Le patriotisme des Danois, servi par une énergie à la fois active et patiente, se retrouve partout. Il a été pour une bonne part dans la formation de leurs plus beaux musées; il assure le développement futur de ceux qui laissent encore à désirer. Au temps de la prospérité, une souscription publique, à laquelle concoururent toutes les classes de la population, permit à la ville de Copenhague d’élever au grand sculpteur dont elle est si justement fière ce monument unique au monde où Thorwaldsen repose entouré d’un musée presque entièrement composé de ses propres œuvres[1]. Au lendemain même des revers, l’université, la ville, l’état, le roi, reconstruisaient les bâtimens universitaires, donnaient aux collections zoologiques recueillies par les Eschricht et les Steenstrup les galeries qui leur faisaient défaut, consacraient une maison entière au laboratoire de physiologie, remaniaient les musées d’ethnologie et d’archéologie préhistorique, et réorganisaient le musée des souverains, comme si les malheurs politiques avaient redoublé dans la population l’ambition des choses de la science et de l’art.

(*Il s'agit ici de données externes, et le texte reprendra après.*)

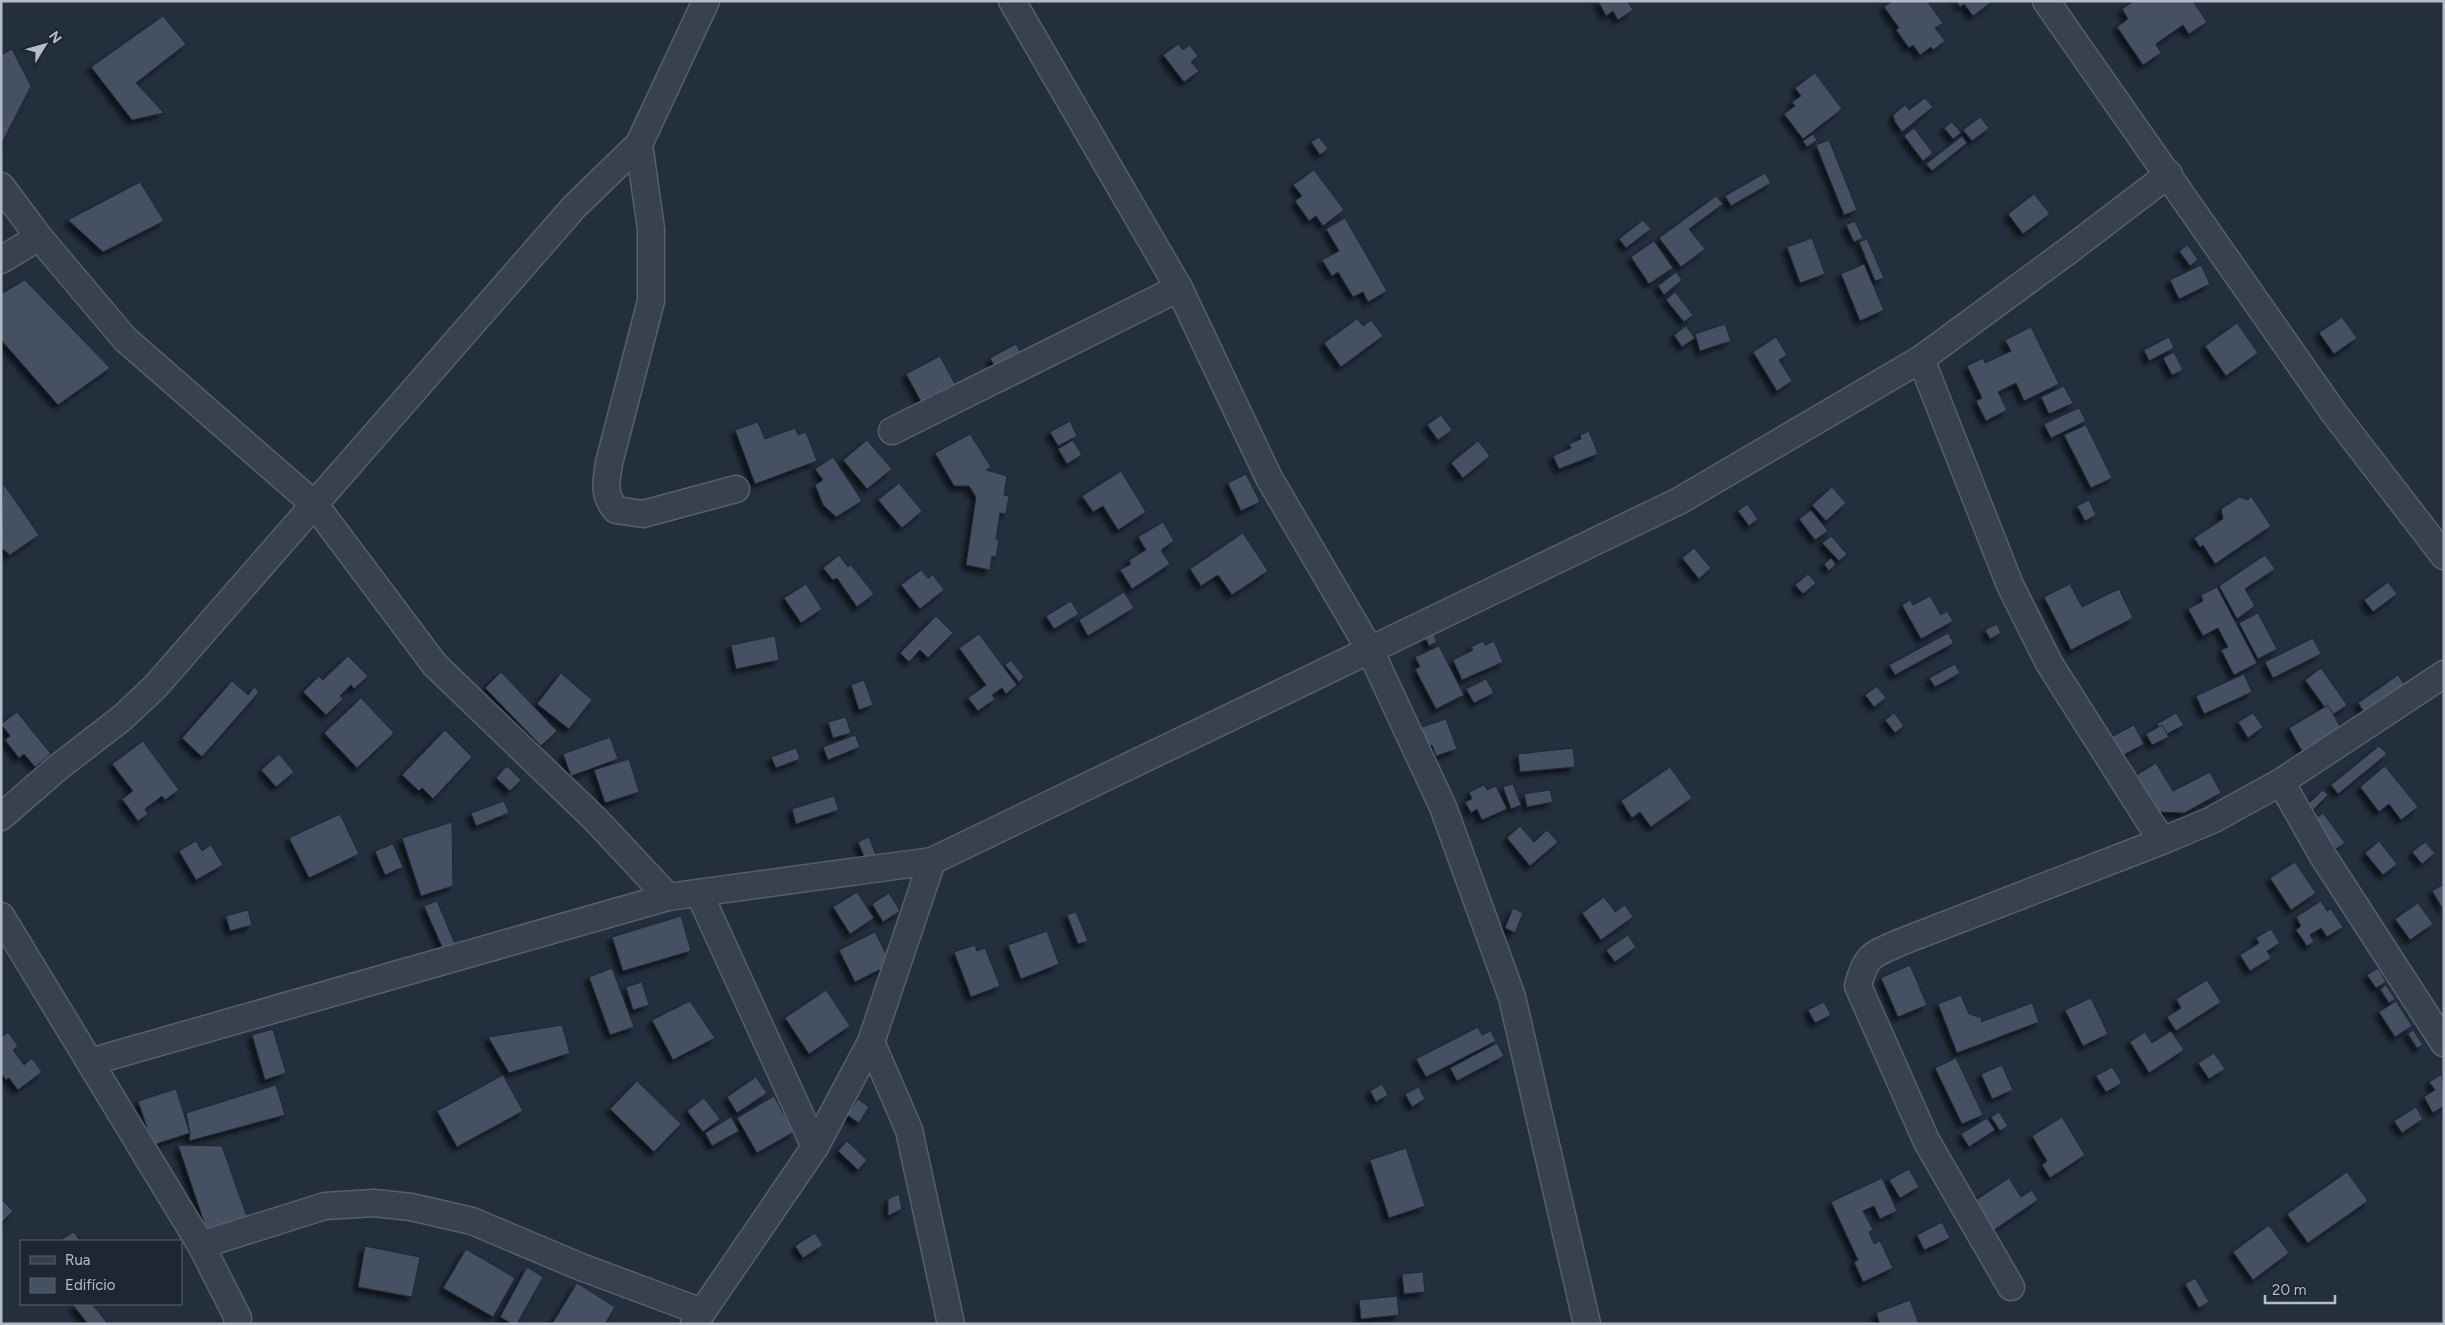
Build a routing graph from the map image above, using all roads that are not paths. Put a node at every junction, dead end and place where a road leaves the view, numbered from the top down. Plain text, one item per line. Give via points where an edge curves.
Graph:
1 (706, 1) edge
2 (1012, 1) edge
3 (2046, 1) edge
4 (639, 144) junction
5 (2169, 174) junction
6 (1, 186) edge
7 (39, 237) junction
8 (1, 260) edge
9 (1179, 288) junction
10 (1921, 359) junction
11 (892, 431) dead end
12 (736, 489) dead end
13 (315, 505) junction
14 (2444, 556) edge
15 (1370, 650) junction
16 (2444, 674) edge
17 (2281, 782) junction
18 (3, 812) edge
19 (2162, 841) junction
20 (932, 861) junction
21 (699, 893) junction
22 (668, 897) junction
23 (1, 916) edge
24 (871, 1042) junction
25 (2444, 1043) edge
26 (90, 1062) junction
27 (815, 1147) junction
28 (201, 1245) junction
29 (2011, 1287) dead end
30 (698, 1318) edge
31 (238, 1324) edge
32 (951, 1324) edge
33 (1587, 1324) edge

1 - 4 street
2 - 9 street
3 - 5 street
4 - 12 street via 651,228 651,301 605,490 616,510 643,514
4 - 13 street via 574,207
5 - 10 street
5 - 14 street via 2334,413
6 - 7 street
7 - 8 street
7 - 13 street via 126,339
9 - 11 street
9 - 15 street via 1269,478
10 - 15 street via 1680,501
10 - 19 street via 2010,585 2049,663
13 - 18 street via 155,687 122,718
13 - 22 street via 435,666 595,819
15 - 20 street
15 - 33 street via 1443,807 1512,997
16 - 17 street
17 - 19 street via 2212,820
17 - 25 street via 2323,856
19 - 29 street via 1900,942 1876,953 1864,964 1858,986 1928,1142
20 - 21 street
20 - 24 street
21 - 22 street
21 - 27 street
22 - 26 street
23 - 26 street
24 - 27 street
24 - 32 street via 909,1130
26 - 28 street
27 - 30 street
28 - 30 street via 325,1206 374,1203 411,1207 472,1221
28 - 31 street via 238,1318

De toutes ces collections, les plus remarquables sans contredit sont celles qui touchent à l’histoire du pays. Elles ne sont pour ainsi dire que le développement d’une institution fondée à Copenhague vers le milieu du XVIIe siècle par le roi Frédéric III. Sous

  1. Le musée Thorwaldsen ne comprend que les œuvres du maître et un certain nombre d’objets d’art qu’il avait réunis surtout pendant son séjour en Italie. Les bâtimens rappellent dans leur ensemble les sépultures grecques et étrusques. Ils entourent une cour dont la décoration est empruntée aux mêmes données. Le tombeau, placé au milieu de l’enceinte, consiste seulement en un petit tertre couvert de lierre et entouré d’un cadre de granit portant le nom de l’artiste et les dates de sa naissance et de sa mort : 19 novembre 1770—24 mars 1844.